▶ [TASK BRIEF] Reproduce the data exactly. Omit no record.
BEGIN
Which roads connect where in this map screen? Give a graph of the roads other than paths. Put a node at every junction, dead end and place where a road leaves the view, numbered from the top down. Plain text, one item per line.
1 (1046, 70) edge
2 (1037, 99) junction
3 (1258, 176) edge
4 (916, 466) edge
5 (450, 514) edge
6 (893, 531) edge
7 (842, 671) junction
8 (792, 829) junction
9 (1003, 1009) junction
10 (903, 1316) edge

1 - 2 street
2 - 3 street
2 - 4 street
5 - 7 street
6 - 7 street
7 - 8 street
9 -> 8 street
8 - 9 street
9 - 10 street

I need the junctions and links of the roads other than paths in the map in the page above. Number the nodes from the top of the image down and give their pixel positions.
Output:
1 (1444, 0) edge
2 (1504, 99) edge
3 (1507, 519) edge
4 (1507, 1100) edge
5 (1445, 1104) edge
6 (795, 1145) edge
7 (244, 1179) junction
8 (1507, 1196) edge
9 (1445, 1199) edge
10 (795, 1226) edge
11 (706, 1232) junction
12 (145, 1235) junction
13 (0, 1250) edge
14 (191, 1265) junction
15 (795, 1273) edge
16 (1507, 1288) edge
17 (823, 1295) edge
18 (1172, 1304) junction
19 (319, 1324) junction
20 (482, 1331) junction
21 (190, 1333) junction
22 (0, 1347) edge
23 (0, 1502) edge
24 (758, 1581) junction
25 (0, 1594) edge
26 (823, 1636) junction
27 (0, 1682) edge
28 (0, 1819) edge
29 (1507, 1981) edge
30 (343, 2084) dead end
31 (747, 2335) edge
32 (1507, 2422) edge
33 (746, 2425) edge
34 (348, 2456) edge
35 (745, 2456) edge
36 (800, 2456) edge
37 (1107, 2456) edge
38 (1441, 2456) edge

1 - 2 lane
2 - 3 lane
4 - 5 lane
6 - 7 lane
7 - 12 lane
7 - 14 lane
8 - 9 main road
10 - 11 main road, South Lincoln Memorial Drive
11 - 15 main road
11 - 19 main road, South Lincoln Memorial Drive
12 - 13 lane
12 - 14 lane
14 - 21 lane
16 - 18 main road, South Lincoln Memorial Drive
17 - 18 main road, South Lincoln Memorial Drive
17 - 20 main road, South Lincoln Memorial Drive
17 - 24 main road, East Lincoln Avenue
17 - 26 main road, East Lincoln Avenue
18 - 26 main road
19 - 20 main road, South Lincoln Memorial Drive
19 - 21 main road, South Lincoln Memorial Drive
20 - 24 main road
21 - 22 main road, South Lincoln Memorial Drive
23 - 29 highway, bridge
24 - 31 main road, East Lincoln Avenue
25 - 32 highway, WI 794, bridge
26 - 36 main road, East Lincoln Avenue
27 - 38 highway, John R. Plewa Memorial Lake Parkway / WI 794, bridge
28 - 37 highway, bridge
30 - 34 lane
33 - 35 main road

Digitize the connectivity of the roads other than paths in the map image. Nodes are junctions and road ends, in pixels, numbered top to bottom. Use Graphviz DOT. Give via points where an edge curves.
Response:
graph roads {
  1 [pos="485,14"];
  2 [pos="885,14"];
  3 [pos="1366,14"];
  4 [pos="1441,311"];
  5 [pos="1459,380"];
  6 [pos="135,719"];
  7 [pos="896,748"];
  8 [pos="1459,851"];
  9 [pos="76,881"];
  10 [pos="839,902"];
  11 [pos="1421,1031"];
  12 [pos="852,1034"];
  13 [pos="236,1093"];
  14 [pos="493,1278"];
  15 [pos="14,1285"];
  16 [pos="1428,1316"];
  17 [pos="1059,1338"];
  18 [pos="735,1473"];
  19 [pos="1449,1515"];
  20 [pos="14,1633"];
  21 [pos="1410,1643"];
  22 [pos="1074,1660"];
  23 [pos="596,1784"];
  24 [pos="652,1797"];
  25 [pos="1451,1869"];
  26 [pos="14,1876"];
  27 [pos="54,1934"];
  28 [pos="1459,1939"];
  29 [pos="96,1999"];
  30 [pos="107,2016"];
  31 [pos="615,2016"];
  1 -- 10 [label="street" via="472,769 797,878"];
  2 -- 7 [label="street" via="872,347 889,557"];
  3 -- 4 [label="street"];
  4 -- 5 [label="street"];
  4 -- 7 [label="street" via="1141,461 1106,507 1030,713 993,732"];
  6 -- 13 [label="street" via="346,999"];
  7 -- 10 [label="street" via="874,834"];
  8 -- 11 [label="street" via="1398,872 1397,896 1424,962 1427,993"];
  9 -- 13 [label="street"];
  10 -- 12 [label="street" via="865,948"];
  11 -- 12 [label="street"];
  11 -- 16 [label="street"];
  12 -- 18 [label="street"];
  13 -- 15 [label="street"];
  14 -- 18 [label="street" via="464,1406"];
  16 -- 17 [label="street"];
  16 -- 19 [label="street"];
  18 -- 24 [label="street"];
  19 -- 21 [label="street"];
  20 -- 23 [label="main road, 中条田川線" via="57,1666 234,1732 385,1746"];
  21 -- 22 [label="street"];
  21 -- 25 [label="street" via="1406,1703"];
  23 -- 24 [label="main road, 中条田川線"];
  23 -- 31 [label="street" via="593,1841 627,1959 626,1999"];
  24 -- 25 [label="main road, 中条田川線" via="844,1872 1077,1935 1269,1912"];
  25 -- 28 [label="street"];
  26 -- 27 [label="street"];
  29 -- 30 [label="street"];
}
END
▶ [RESULT FOR THIS TASK]
Which roads connect where in this map screen? Give a graph of the roads other than paths. Put a node at every junction, dead end and place where a road leaves the view, numbered from the top down. Plain text, one item per line.
1 (1046, 70) edge
2 (1037, 99) junction
3 (1258, 176) edge
4 (916, 466) edge
5 (450, 514) edge
6 (893, 531) edge
7 (842, 671) junction
8 (792, 829) junction
9 (1003, 1009) junction
10 (903, 1316) edge

1 - 2 street
2 - 3 street
2 - 4 street
5 - 7 street
6 - 7 street
7 - 8 street
9 -> 8 street
8 - 9 street
9 - 10 street

I need the junctions and links of the roads other than paths in the map in the page above. Number the nodes from the top of the image down and give their pixel positions.
Output:
1 (1444, 0) edge
2 (1504, 99) edge
3 (1507, 519) edge
4 (1507, 1100) edge
5 (1445, 1104) edge
6 (795, 1145) edge
7 (244, 1179) junction
8 (1507, 1196) edge
9 (1445, 1199) edge
10 (795, 1226) edge
11 (706, 1232) junction
12 (145, 1235) junction
13 (0, 1250) edge
14 (191, 1265) junction
15 (795, 1273) edge
16 (1507, 1288) edge
17 (823, 1295) edge
18 (1172, 1304) junction
19 (319, 1324) junction
20 (482, 1331) junction
21 (190, 1333) junction
22 (0, 1347) edge
23 (0, 1502) edge
24 (758, 1581) junction
25 (0, 1594) edge
26 (823, 1636) junction
27 (0, 1682) edge
28 (0, 1819) edge
29 (1507, 1981) edge
30 (343, 2084) dead end
31 (747, 2335) edge
32 (1507, 2422) edge
33 (746, 2425) edge
34 (348, 2456) edge
35 (745, 2456) edge
36 (800, 2456) edge
37 (1107, 2456) edge
38 (1441, 2456) edge

1 - 2 lane
2 - 3 lane
4 - 5 lane
6 - 7 lane
7 - 12 lane
7 - 14 lane
8 - 9 main road
10 - 11 main road, South Lincoln Memorial Drive
11 - 15 main road
11 - 19 main road, South Lincoln Memorial Drive
12 - 13 lane
12 - 14 lane
14 - 21 lane
16 - 18 main road, South Lincoln Memorial Drive
17 - 18 main road, South Lincoln Memorial Drive
17 - 20 main road, South Lincoln Memorial Drive
17 - 24 main road, East Lincoln Avenue
17 - 26 main road, East Lincoln Avenue
18 - 26 main road
19 - 20 main road, South Lincoln Memorial Drive
19 - 21 main road, South Lincoln Memorial Drive
20 - 24 main road
21 - 22 main road, South Lincoln Memorial Drive
23 - 29 highway, bridge
24 - 31 main road, East Lincoln Avenue
25 - 32 highway, WI 794, bridge
26 - 36 main road, East Lincoln Avenue
27 - 38 highway, John R. Plewa Memorial Lake Parkway / WI 794, bridge
28 - 37 highway, bridge
30 - 34 lane
33 - 35 main road

Digitize the connectivity of the roads other than paths in the map image. Nodes are junctions and road ends, in pixels, numbered top to bottom. Use Graphviz DOT. Give via points where an edge curves.
Response:
graph roads {
  1 [pos="485,14"];
  2 [pos="885,14"];
  3 [pos="1366,14"];
  4 [pos="1441,311"];
  5 [pos="1459,380"];
  6 [pos="135,719"];
  7 [pos="896,748"];
  8 [pos="1459,851"];
  9 [pos="76,881"];
  10 [pos="839,902"];
  11 [pos="1421,1031"];
  12 [pos="852,1034"];
  13 [pos="236,1093"];
  14 [pos="493,1278"];
  15 [pos="14,1285"];
  16 [pos="1428,1316"];
  17 [pos="1059,1338"];
  18 [pos="735,1473"];
  19 [pos="1449,1515"];
  20 [pos="14,1633"];
  21 [pos="1410,1643"];
  22 [pos="1074,1660"];
  23 [pos="596,1784"];
  24 [pos="652,1797"];
  25 [pos="1451,1869"];
  26 [pos="14,1876"];
  27 [pos="54,1934"];
  28 [pos="1459,1939"];
  29 [pos="96,1999"];
  30 [pos="107,2016"];
  31 [pos="615,2016"];
  1 -- 10 [label="street" via="472,769 797,878"];
  2 -- 7 [label="street" via="872,347 889,557"];
  3 -- 4 [label="street"];
  4 -- 5 [label="street"];
  4 -- 7 [label="street" via="1141,461 1106,507 1030,713 993,732"];
  6 -- 13 [label="street" via="346,999"];
  7 -- 10 [label="street" via="874,834"];
  8 -- 11 [label="street" via="1398,872 1397,896 1424,962 1427,993"];
  9 -- 13 [label="street"];
  10 -- 12 [label="street" via="865,948"];
  11 -- 12 [label="street"];
  11 -- 16 [label="street"];
  12 -- 18 [label="street"];
  13 -- 15 [label="street"];
  14 -- 18 [label="street" via="464,1406"];
  16 -- 17 [label="street"];
  16 -- 19 [label="street"];
  18 -- 24 [label="street"];
  19 -- 21 [label="street"];
  20 -- 23 [label="main road, 中条田川線" via="57,1666 234,1732 385,1746"];
  21 -- 22 [label="street"];
  21 -- 25 [label="street" via="1406,1703"];
  23 -- 24 [label="main road, 中条田川線"];
  23 -- 31 [label="street" via="593,1841 627,1959 626,1999"];
  24 -- 25 [label="main road, 中条田川線" via="844,1872 1077,1935 1269,1912"];
  25 -- 28 [label="street"];
  26 -- 27 [label="street"];
  29 -- 30 [label="street"];
}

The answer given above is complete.